HPE: Hallucinated Positive Entanglement for Backdoor Attacks in Federated Self-Supervised Learning
Jiayao Wang 1, Yang Song 1, Zhendong Zhao 2, Jiale Zhang 1, Qilin Wu 3, Wenliang Yuan 4, Junwu Zhu 1, Dongfang Zhao 5
Published on arXiv
2602.02147
Model Poisoning
OWASP ML Top 10 — ML10
Key Finding
HPE significantly outperforms existing FSSL backdoor attacks in attack success rate and demonstrates robustness against multiple defense mechanisms across several FSSL scenarios.

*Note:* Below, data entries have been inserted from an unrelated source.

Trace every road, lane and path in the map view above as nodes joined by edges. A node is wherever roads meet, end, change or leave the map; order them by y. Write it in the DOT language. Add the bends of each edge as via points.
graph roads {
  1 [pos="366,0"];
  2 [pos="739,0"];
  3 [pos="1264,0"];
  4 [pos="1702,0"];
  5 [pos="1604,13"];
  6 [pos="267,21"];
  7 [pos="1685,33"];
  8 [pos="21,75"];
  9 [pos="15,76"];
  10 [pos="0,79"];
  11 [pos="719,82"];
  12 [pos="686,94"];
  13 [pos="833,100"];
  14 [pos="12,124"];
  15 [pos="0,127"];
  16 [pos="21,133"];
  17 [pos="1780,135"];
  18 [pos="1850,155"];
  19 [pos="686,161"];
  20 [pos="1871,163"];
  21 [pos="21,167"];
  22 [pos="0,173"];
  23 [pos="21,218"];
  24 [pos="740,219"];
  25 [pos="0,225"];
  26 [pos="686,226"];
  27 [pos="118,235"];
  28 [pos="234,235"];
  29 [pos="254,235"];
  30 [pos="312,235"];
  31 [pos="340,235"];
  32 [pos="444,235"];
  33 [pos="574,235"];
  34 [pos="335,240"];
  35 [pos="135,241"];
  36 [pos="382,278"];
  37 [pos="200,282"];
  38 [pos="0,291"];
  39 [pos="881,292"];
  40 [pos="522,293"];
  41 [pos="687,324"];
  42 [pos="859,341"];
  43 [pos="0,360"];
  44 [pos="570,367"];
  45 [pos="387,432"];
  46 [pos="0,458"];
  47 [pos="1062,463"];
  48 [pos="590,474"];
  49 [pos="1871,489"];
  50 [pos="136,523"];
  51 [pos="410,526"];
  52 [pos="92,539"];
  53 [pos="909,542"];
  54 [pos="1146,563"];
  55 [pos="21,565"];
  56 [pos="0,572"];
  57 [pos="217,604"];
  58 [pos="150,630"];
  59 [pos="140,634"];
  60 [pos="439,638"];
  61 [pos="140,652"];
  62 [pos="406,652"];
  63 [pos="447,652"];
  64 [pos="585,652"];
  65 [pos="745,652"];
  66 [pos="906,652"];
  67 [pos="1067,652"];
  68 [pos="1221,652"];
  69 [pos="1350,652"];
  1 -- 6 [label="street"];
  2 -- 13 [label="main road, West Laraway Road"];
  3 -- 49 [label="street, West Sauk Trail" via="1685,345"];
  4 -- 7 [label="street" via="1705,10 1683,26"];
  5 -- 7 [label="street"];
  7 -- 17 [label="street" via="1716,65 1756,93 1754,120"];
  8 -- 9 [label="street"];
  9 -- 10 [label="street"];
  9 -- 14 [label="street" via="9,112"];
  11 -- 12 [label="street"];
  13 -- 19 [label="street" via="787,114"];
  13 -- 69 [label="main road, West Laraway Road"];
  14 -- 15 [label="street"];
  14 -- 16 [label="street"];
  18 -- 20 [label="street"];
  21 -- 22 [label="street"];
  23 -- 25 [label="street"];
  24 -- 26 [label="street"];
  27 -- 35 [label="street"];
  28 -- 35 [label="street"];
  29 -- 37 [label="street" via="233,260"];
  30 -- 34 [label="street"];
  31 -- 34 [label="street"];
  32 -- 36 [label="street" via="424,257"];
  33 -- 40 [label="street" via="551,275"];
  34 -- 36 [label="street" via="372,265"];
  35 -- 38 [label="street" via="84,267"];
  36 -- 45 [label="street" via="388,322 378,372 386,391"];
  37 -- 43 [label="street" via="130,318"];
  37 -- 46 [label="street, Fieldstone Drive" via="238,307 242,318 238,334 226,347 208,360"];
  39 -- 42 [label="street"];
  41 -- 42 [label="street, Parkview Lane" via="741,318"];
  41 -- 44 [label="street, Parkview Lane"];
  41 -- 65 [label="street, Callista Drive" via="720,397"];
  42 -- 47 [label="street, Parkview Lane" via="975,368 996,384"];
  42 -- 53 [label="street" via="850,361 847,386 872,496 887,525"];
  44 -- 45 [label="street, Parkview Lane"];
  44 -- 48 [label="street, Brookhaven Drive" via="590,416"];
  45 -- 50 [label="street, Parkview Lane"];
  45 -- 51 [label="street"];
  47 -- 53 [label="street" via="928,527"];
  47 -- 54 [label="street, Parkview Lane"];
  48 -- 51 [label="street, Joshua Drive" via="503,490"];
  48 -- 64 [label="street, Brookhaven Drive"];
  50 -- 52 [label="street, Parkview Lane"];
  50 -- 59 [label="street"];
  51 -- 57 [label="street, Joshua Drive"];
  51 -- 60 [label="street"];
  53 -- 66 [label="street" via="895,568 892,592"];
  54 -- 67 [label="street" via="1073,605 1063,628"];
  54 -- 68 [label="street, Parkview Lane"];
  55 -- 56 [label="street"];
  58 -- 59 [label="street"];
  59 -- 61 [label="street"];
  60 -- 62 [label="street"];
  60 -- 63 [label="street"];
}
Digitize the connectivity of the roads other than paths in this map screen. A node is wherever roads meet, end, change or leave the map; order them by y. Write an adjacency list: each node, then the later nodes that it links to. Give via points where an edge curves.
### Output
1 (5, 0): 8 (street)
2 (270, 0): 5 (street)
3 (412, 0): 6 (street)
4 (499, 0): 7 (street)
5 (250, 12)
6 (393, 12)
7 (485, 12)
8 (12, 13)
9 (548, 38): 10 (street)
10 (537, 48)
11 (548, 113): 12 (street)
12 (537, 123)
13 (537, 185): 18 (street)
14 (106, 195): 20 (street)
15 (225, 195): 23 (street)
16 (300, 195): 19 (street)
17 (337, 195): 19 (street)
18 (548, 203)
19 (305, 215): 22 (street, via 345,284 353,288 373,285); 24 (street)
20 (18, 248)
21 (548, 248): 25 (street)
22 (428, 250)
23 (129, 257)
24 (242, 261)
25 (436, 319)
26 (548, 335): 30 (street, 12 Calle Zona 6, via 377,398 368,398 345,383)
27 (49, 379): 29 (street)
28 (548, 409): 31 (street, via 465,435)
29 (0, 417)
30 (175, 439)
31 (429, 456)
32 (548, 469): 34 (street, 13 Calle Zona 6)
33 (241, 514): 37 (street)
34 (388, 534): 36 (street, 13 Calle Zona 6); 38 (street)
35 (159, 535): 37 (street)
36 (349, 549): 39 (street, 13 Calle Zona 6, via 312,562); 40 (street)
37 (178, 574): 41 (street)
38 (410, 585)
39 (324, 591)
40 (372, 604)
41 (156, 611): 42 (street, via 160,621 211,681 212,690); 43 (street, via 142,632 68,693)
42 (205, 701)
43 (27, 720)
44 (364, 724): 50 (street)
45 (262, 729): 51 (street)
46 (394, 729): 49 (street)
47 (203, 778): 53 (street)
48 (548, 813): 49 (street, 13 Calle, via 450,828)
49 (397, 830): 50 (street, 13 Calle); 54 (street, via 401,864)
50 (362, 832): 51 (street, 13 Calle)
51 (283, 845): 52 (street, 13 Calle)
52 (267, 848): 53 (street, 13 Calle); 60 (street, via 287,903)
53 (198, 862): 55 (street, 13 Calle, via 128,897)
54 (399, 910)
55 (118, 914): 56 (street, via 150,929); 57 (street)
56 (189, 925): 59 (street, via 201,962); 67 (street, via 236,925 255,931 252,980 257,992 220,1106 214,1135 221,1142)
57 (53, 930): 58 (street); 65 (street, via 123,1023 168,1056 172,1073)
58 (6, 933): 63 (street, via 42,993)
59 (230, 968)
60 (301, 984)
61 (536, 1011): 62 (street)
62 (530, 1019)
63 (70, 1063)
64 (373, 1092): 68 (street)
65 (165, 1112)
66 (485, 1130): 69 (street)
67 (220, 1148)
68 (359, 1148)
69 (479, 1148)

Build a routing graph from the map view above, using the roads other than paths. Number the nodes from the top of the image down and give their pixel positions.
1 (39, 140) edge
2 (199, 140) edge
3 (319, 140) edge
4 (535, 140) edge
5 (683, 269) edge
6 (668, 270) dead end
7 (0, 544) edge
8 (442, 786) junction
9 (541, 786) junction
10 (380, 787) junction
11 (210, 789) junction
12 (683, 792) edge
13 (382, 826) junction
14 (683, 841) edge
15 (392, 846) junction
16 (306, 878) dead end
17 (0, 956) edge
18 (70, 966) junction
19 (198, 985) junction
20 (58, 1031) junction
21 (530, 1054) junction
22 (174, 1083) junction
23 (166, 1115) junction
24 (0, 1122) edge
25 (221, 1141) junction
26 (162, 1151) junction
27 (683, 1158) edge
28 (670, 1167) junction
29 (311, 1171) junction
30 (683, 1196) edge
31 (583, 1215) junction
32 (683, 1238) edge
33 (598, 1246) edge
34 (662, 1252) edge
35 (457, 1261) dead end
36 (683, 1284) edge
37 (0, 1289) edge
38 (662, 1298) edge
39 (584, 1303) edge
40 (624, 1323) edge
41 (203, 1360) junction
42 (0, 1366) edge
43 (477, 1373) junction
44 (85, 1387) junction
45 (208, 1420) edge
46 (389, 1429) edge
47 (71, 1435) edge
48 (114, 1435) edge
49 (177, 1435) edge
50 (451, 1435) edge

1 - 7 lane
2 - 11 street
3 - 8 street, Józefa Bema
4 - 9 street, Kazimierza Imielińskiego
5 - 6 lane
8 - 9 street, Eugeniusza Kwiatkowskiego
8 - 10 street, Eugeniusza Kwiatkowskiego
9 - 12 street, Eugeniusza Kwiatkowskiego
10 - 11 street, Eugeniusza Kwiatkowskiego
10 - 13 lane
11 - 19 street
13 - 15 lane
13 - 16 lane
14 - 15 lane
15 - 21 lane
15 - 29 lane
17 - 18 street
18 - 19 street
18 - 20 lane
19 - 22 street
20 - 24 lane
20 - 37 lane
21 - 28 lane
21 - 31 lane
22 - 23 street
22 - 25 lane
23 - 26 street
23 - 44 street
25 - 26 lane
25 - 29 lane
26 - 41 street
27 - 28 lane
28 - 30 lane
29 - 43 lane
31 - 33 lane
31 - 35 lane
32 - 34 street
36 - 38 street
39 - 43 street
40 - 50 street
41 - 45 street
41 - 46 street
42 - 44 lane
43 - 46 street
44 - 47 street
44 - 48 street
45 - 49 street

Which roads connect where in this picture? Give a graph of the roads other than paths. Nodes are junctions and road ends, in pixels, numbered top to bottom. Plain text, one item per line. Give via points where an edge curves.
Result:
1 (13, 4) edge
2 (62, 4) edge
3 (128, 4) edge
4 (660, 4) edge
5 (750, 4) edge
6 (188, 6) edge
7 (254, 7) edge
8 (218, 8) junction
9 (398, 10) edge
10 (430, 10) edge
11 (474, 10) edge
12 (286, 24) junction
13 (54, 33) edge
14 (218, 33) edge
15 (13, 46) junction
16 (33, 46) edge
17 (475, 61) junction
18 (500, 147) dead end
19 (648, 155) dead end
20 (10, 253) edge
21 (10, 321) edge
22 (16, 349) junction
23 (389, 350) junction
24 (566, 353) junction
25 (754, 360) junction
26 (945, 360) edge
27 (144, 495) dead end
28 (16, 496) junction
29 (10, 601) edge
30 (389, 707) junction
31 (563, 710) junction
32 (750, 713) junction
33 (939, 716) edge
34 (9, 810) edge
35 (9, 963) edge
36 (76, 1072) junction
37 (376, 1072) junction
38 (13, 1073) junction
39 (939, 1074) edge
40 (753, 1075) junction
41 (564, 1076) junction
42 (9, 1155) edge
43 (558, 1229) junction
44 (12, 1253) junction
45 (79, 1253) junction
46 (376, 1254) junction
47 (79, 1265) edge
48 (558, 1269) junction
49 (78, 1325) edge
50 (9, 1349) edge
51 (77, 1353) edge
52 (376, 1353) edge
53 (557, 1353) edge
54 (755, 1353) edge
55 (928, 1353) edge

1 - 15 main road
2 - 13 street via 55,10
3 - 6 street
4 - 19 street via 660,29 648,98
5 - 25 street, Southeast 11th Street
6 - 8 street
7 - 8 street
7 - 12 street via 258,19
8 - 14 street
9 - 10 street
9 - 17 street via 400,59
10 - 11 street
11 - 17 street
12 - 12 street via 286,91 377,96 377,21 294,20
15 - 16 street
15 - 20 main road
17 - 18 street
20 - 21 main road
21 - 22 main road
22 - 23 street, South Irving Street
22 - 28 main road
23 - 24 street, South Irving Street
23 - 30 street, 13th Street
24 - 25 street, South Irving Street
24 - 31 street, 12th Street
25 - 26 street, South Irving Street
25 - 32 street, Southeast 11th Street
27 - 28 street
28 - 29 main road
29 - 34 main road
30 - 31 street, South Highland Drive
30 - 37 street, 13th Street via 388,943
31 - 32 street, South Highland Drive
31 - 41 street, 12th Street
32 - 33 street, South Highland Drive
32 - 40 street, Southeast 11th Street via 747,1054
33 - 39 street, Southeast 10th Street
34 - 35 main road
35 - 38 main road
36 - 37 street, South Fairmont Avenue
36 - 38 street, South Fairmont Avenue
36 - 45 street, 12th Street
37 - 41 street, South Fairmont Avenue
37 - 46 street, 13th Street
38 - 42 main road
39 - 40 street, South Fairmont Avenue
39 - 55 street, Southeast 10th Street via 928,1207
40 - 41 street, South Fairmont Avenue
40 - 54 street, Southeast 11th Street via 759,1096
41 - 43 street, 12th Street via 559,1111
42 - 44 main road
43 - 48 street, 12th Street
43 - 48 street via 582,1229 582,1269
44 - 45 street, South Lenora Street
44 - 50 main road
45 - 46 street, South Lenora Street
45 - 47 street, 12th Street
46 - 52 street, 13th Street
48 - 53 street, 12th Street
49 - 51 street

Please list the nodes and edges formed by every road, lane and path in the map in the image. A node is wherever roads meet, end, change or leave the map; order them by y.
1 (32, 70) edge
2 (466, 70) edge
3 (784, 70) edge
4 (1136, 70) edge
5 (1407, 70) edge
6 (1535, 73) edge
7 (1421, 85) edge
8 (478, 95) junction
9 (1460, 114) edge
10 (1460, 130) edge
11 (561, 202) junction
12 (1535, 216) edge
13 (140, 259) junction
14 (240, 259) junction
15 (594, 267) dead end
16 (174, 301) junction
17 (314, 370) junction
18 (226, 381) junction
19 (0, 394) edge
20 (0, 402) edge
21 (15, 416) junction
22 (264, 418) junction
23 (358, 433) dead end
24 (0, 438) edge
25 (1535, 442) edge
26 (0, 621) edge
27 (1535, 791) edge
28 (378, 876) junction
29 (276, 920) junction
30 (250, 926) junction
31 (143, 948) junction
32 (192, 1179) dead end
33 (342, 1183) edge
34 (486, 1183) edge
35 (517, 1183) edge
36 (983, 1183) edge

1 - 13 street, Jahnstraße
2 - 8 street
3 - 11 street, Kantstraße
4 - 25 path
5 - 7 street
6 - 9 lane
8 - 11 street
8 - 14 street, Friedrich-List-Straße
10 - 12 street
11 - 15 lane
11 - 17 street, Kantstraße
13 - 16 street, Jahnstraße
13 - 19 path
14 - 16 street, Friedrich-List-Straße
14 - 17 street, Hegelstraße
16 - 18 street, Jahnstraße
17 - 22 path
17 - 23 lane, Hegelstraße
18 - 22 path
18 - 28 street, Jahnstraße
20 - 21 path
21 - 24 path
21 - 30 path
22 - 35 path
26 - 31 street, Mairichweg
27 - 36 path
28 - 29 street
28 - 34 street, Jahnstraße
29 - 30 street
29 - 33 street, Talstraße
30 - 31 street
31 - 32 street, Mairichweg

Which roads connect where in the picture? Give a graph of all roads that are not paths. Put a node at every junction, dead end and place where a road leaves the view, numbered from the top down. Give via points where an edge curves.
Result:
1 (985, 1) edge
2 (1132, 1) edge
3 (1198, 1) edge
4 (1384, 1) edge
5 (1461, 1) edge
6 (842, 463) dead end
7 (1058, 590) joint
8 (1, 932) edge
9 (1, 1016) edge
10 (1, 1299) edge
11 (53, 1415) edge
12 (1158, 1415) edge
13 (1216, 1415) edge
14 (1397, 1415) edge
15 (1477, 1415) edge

HPE (Hallucinated Positive Entanglement)
Novel technique introduced
Federated self-supervised learning (FSSL) enables collaborative training of self-supervised representation models without sharing raw unlabeled data. While it serves as a crucial paradigm for privacy-preserving learning, its security remains vulnerable to backdoor attacks, where malicious clients manipulate local training to inject targeted backdoors. Existing FSSL attack methods, however, often suffer from low utilization of poisoned samples, limited transferability, and weak persistence. To address these limitations, we propose a new backdoor attack method for FSSL, namely Hallucinated Positive Entanglement (HPE). HPE first employs hallucination-based augmentation using synthetic positive samples to enhance the encoder's embedding of backdoor features. It then introduces feature entanglement to enforce tight binding between triggers and backdoor samples in the representation space. Finally, selective parameter poisoning and proximity-aware updates constrain the poisoned model within the vicinity of the global model, enhancing its stability and persistence. Experimental results on several FSSL scenarios and datasets show that HPE significantly outperforms existing backdoor attack methods in performance and exhibits strong robustness under various defense mechanisms.
Key Contributions
- Hallucination-based augmentation using synthetic positive samples to enhance encoder embedding of backdoor trigger features in FSSL
- Feature entanglement technique that enforces tight binding between triggers and backdoor samples in the representation space
- Selective parameter poisoning with proximity-aware updates to keep poisoned models near the global model, improving backdoor persistence across aggregation rounds
🛡️ Threat Analysis
HPE is explicitly a backdoor/trojan attack: it embeds trigger-activated hidden behavior into federated SSL encoders that activates only on backdoored inputs, while the model behaves normally otherwise. The paper proposes novel techniques (hallucination augmentation, feature entanglement, proximity-aware updates) to improve backdoor persistence and stealthiness through FL aggregation rounds.